Created a branch to try this out with serial here.

It moves all implementations outside of the macro except for SerialExt (which is still needed to limit the generics to USART and set the ptr location). In this case SerialExt is acting the same as Instance in other stm32 hal implementations like for the f4 or f7 (I think ideally the name for SerialExt would be changed to `Instance as well if that's an okay breaking change)

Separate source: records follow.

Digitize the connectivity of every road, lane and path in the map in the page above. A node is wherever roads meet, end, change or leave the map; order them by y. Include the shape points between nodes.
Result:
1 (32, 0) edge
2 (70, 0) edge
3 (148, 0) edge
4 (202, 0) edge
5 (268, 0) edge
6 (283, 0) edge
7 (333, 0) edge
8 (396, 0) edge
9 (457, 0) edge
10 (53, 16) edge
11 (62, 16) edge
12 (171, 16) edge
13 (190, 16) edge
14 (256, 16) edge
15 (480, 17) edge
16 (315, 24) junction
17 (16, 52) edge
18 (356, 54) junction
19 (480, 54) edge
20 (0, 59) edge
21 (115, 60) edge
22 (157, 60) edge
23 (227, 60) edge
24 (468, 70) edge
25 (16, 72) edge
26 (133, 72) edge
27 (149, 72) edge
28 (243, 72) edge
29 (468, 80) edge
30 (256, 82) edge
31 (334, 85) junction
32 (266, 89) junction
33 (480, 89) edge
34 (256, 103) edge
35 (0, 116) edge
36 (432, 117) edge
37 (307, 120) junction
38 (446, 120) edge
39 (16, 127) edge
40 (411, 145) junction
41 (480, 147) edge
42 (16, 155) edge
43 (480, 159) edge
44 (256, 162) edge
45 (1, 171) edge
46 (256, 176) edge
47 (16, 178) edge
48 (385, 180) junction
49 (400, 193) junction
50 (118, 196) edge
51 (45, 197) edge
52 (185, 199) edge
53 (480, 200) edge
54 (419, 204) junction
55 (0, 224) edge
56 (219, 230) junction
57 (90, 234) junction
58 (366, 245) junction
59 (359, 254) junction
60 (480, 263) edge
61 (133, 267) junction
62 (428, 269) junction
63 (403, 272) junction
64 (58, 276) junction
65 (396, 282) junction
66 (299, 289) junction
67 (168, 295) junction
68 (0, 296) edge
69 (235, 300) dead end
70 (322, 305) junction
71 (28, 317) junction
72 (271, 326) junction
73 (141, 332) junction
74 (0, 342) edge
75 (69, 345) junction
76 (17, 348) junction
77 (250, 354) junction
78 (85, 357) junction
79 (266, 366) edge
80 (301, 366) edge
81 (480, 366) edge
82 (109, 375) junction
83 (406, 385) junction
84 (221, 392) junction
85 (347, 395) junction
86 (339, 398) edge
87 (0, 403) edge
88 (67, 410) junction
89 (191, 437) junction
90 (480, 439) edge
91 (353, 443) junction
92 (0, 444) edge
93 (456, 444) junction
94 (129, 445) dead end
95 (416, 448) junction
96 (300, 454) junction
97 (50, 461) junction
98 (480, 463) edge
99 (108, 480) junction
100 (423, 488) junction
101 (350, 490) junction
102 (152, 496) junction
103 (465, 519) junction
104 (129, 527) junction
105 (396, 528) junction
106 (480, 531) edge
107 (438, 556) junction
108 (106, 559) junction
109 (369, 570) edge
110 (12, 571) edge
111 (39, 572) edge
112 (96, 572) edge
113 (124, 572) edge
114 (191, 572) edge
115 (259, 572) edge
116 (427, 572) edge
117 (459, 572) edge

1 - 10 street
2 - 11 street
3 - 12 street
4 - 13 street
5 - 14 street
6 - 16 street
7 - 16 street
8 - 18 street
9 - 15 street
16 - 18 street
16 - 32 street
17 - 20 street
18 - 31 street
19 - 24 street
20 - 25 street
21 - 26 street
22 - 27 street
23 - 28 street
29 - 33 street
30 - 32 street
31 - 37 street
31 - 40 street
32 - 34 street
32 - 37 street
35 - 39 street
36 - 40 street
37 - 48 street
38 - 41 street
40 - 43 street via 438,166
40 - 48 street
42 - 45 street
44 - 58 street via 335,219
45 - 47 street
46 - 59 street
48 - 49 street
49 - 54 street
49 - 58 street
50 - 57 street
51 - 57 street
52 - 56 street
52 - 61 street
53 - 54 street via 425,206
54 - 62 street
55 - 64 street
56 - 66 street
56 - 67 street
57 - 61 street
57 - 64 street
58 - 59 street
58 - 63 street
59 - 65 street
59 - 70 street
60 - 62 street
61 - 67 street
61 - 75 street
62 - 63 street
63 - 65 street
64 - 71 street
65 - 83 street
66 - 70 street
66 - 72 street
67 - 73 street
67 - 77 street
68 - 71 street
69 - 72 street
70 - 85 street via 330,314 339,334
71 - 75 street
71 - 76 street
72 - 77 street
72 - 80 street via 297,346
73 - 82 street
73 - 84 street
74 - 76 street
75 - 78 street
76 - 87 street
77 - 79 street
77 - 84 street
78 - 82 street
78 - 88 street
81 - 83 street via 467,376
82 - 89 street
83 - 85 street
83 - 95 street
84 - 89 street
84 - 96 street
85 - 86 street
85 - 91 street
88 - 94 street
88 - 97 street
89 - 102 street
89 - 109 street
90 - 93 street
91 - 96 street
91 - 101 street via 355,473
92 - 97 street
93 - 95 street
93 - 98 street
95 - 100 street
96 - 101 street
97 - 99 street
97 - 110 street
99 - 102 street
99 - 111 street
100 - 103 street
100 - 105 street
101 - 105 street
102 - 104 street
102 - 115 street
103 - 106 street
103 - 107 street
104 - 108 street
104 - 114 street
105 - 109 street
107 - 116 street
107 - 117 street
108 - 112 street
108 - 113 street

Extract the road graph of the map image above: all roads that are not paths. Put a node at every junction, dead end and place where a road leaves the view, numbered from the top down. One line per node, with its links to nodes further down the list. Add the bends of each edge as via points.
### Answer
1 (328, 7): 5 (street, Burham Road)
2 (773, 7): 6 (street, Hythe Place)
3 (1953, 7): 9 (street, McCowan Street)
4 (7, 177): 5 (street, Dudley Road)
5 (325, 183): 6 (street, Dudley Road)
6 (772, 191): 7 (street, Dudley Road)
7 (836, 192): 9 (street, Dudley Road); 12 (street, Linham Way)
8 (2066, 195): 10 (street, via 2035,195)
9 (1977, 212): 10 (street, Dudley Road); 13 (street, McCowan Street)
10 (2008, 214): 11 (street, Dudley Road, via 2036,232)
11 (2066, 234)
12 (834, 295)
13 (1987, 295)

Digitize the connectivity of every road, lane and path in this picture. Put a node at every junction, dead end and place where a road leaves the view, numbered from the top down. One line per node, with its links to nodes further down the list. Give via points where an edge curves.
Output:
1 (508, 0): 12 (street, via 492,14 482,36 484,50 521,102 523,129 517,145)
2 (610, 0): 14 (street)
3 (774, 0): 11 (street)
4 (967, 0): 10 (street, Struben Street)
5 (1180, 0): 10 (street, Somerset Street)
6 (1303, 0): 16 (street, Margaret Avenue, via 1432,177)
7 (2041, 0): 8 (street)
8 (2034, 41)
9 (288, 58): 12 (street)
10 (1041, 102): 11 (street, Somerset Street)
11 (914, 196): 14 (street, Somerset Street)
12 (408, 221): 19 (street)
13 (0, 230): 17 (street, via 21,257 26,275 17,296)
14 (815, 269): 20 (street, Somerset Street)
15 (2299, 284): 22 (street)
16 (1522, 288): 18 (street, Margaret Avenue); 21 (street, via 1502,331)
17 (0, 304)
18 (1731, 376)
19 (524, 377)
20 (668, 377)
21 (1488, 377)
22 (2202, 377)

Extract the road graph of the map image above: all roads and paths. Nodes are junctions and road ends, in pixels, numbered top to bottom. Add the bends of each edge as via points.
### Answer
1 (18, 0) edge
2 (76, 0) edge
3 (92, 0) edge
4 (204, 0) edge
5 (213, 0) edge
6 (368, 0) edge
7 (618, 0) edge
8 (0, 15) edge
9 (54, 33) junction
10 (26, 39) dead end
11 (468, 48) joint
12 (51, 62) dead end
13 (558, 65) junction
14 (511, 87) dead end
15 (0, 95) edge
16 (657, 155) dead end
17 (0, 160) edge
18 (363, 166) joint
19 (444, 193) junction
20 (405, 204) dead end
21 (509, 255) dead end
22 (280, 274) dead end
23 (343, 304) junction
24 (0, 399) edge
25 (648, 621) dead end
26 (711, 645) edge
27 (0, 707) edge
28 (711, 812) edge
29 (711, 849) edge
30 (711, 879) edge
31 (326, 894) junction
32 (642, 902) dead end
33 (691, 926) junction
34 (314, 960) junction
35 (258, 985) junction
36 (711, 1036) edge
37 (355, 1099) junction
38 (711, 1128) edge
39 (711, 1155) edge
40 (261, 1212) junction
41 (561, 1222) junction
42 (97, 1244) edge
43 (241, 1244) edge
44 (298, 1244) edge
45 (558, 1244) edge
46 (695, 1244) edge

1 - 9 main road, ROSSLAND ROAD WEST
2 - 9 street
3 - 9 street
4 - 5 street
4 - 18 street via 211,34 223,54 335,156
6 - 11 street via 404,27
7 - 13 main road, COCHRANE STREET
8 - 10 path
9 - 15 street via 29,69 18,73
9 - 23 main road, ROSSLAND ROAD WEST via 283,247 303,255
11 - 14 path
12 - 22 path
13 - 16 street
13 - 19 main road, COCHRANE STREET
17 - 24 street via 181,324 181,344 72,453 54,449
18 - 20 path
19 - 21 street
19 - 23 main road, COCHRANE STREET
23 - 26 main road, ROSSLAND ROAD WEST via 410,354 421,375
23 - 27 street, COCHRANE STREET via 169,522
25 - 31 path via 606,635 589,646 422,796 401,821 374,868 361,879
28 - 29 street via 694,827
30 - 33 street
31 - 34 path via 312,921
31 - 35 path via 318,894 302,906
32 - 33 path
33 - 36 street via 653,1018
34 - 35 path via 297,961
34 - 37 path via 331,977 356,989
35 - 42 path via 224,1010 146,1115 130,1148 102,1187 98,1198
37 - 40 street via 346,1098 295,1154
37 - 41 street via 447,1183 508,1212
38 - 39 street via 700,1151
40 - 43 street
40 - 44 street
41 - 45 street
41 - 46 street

Due to moving outside of generics a couple of breaking changes were made:

  • $usartX functions were changed to new (this is the same as other hals, these could be added back to macro as deprecated then just have them call the new function)
  • The reconfigure function always has a synchronous parameter instead of only existing for USART then this parameter is ignored for UART (similar to how fields in config are ignored and I would argue this is better practice anyway, however due to lack of function overloading wouldn't be able to deprecate the UART reconfigure)

These changes allow for generics like:

pub struct Device<USART> {
    serial: serial::Serial<USART>,
}

impl<USART: serial::SerialExt> Device<USART> {
    pub fn new<PINS: serial::Pins<USART>>(
        serial: USART,
        pins: PINS,
        prec: USART::Rec,
        clocks: &rcc::CoreClocks,
    ) -> Device<USART> {
    // Configure usart, call funcs including those outside of embedded-hal
    ...
}

It also cleans up the docs a lot so the structs don't show 8x of every function

If desired I could open a PR for this with just serial or I could try to make this same change for the other applicable peripherals.